*** Extracted entries ***

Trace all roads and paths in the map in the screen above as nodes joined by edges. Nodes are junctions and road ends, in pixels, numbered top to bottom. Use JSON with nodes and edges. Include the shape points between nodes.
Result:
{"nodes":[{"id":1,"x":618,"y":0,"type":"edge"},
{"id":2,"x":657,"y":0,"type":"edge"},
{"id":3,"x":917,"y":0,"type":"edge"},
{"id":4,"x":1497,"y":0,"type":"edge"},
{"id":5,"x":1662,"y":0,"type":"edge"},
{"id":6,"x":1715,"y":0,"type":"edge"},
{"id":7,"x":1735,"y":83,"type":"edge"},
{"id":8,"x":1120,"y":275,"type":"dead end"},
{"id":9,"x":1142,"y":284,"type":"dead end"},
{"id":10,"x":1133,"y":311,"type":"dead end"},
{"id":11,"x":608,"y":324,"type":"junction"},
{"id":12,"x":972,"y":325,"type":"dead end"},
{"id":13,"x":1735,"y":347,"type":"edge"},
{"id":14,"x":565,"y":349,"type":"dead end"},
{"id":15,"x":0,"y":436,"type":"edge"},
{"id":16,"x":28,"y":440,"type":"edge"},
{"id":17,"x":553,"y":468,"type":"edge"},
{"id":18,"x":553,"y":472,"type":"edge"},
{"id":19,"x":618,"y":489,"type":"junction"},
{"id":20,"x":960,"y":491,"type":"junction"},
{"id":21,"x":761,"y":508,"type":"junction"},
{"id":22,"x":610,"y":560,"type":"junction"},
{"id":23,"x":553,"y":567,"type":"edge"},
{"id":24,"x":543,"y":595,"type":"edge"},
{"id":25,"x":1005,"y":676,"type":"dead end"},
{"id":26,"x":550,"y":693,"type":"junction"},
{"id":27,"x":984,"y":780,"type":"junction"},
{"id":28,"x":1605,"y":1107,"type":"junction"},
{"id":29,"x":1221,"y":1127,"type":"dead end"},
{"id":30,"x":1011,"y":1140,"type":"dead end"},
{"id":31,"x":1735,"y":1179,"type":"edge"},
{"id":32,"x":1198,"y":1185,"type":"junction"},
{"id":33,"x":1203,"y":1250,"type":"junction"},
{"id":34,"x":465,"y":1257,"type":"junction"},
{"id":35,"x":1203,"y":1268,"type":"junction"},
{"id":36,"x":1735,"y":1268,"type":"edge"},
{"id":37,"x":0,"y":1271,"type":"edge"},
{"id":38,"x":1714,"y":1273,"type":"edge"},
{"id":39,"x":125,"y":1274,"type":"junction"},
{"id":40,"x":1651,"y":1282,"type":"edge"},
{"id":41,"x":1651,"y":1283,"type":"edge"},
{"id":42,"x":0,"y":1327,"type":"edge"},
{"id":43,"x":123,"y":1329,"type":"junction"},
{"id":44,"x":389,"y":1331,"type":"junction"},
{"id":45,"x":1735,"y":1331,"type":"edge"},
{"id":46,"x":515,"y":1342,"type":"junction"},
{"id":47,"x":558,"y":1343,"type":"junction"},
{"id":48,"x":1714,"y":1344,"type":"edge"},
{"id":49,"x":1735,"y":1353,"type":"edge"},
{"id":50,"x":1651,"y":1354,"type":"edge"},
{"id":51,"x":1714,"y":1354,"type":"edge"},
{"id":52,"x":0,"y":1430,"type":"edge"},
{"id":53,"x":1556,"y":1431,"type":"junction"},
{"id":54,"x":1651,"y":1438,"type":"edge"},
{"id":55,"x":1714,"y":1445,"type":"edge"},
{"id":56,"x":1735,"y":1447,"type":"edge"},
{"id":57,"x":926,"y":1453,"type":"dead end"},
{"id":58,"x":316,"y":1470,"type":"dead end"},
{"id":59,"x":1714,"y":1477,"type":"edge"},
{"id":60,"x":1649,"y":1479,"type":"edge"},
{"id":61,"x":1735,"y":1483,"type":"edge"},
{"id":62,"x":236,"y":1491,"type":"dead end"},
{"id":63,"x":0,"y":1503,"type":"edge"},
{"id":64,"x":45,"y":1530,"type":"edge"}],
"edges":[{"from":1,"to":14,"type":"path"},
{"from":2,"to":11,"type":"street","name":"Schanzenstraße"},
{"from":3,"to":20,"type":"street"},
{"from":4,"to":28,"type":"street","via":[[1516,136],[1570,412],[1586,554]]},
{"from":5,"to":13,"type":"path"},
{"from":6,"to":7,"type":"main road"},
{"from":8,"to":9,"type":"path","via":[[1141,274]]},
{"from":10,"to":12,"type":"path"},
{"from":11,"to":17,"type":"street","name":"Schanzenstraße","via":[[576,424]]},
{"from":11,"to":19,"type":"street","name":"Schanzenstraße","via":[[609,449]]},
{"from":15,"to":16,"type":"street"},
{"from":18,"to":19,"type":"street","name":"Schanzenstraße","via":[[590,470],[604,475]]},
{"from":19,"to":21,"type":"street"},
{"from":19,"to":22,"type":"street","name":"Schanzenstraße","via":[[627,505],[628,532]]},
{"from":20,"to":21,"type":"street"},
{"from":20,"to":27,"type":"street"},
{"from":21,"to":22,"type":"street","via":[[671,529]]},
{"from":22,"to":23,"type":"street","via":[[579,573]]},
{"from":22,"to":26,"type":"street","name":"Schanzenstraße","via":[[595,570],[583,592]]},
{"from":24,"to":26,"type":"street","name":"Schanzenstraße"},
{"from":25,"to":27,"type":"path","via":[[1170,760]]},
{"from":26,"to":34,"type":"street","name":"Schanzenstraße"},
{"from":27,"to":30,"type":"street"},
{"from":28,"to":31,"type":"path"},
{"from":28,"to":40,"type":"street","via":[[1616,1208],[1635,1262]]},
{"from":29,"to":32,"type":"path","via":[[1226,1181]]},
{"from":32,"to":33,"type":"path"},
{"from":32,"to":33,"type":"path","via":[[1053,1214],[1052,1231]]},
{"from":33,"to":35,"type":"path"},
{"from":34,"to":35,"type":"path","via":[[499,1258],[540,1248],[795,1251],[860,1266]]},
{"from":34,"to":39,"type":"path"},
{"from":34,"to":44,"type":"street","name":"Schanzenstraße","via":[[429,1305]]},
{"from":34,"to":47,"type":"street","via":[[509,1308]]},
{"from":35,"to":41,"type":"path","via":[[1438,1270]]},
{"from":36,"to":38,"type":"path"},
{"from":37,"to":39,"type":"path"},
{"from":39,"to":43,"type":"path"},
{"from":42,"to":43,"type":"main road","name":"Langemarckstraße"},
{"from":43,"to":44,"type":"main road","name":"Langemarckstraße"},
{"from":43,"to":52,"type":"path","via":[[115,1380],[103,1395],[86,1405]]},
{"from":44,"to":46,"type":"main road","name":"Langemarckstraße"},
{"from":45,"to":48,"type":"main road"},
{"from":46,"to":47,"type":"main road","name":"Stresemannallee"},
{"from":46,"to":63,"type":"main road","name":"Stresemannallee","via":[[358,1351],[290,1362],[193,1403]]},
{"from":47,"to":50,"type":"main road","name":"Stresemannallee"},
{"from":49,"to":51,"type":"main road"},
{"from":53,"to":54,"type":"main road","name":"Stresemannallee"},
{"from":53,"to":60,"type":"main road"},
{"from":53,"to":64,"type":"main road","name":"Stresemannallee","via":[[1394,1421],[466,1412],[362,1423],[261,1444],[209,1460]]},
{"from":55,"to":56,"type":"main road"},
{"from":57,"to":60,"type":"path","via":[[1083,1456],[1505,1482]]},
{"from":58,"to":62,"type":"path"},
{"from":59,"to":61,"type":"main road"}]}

*** End of Extracted entries ***

**What the task requires**
Read the data above. Pull out each line in which the string "Langemarckstraße" appears.

**Solution to this exercise**
{"from":42,"to":43,"type":"main road","name":"Langemarckstraße"},
{"from":43,"to":44,"type":"main road","name":"Langemarckstraße"},
{"from":44,"to":46,"type":"main road","name":"Langemarckstraße"},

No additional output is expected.